What to do: Copy every line from the records that holds the word "Церковь".

Information shown:
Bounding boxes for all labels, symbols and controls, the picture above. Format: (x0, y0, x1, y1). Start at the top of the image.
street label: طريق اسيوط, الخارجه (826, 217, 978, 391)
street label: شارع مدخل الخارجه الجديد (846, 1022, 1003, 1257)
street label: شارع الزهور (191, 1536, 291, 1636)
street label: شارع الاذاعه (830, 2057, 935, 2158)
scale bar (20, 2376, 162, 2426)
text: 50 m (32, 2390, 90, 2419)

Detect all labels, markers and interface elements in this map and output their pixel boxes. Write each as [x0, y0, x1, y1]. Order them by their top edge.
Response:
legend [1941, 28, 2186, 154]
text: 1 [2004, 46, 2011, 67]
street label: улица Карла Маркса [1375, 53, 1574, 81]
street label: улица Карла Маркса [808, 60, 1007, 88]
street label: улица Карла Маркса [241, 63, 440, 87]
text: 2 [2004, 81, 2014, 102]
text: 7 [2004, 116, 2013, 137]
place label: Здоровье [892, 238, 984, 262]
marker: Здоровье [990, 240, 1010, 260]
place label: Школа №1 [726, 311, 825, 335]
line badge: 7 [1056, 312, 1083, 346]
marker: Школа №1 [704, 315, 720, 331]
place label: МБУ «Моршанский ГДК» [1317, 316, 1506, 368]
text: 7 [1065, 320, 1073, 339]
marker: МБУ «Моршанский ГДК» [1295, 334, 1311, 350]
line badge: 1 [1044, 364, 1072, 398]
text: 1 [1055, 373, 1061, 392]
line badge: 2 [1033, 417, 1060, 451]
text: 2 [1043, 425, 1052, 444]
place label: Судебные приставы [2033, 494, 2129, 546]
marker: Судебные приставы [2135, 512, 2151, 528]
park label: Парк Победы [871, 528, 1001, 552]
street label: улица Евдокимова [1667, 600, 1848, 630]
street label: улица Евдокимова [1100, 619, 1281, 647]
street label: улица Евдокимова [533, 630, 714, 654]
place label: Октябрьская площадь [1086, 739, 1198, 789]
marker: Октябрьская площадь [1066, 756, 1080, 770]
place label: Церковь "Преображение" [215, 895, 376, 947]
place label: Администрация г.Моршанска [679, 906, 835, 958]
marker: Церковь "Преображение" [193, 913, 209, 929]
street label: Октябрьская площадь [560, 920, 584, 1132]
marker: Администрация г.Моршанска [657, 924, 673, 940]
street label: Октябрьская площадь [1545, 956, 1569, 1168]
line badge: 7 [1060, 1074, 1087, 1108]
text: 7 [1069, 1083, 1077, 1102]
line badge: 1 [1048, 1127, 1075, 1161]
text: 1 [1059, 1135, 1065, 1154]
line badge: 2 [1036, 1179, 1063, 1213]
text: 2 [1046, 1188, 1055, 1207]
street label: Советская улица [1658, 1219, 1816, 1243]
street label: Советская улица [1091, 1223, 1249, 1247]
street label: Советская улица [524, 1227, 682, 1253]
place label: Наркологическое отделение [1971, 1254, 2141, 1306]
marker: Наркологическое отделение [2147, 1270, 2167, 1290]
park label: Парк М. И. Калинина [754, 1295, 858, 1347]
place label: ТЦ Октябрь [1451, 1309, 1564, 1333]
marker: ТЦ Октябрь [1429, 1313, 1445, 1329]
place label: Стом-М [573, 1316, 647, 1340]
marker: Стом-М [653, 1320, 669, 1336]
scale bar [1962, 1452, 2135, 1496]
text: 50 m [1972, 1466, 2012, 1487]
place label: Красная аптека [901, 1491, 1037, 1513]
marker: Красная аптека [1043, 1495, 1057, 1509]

Solved problem:
place label: Церковь "Преображение" [215, 895, 376, 947]
marker: Церковь "Преображение" [193, 913, 209, 929]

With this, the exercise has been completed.